Also, when looking at big data, bias in the difference between different data distributions needs to be addressed. When we are testing a model, we want to make sure that we are testing it on a variety of patients. We know that these neural networks and other AI models are very good in AI pattern recognition. If we have a pattern that we do not want it to recognize, there is still a chance it will recognize it, and we want to make sure that we can globalize and generalize the network and make sure it works for everyone. It is key that when you develop an AI model and validate it before using it, you want to make sure it actually works for the group you are planning.

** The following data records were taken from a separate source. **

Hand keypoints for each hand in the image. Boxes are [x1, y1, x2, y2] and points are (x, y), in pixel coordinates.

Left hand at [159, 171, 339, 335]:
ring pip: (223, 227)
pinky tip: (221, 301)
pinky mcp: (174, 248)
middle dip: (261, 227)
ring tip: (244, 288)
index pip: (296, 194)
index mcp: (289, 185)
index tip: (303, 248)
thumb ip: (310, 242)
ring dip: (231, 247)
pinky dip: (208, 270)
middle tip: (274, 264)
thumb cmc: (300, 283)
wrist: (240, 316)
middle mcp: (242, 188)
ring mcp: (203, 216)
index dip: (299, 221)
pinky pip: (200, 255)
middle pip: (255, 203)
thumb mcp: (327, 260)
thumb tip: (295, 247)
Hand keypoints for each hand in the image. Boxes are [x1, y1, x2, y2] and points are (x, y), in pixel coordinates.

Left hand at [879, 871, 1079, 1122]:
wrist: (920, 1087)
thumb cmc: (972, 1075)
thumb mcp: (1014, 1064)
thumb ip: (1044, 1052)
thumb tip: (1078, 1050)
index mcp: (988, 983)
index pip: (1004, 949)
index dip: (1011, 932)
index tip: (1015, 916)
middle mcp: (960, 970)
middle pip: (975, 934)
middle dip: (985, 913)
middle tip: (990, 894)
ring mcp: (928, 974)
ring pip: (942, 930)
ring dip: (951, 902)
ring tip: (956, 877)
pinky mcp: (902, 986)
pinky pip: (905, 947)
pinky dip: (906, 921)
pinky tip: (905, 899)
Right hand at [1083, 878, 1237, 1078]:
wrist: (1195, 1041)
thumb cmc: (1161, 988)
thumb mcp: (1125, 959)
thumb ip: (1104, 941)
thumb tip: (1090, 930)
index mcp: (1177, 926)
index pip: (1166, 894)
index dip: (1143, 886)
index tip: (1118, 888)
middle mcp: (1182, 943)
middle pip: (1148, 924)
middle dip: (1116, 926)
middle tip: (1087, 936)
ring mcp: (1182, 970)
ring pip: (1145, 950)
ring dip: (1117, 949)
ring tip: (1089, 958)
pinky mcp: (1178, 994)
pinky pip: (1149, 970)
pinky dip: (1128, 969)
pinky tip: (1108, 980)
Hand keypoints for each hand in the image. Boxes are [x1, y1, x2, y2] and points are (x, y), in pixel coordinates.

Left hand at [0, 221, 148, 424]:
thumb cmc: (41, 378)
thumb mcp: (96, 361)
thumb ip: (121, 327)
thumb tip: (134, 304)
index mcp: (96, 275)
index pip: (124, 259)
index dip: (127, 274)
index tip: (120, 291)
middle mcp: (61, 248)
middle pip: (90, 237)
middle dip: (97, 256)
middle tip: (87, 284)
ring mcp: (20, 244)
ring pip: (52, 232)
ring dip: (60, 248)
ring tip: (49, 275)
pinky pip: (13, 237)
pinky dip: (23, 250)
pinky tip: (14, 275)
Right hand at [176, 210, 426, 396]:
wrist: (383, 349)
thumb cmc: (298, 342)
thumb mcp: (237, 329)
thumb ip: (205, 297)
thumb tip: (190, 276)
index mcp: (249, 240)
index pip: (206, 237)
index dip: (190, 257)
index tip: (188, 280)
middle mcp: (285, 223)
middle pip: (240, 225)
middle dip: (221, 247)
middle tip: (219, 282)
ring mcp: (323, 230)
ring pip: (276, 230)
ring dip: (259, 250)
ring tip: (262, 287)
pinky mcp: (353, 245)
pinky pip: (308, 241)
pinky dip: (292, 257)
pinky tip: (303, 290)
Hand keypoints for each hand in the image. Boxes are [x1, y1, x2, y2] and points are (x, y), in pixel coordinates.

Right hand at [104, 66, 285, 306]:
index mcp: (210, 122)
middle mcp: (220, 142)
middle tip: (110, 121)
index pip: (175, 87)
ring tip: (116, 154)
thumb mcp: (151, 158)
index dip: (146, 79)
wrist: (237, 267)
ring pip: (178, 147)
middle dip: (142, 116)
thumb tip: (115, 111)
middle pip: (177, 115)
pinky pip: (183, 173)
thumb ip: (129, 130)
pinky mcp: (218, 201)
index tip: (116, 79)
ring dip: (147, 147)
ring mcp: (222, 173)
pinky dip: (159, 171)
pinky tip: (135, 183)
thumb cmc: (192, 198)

Kapa: You brought up a great point about explainability. When we have an expert clinician, an expert cardiologist, a leader in the field walk into a room and say, "You're doing this wrong; it should be done this way," we accept it as gospel even if they cannot discretely explain it in terms that will necessarily lead that person to be able to redundantly do it the same exact way that person was able to. The expert is giving their clinical gestalt, often based off of decades of experience. Our expectations of the computer are very different from our expectations of the human, because our expectation of the human is that they do not necessarily need to be able to explain it as long as they get it right. And it seems like we need to trend ourselves a little bit more toward that way of saying, "The data relationship is so complex that what matters is that it is getting it right all the time." Your thoughts, Francisco?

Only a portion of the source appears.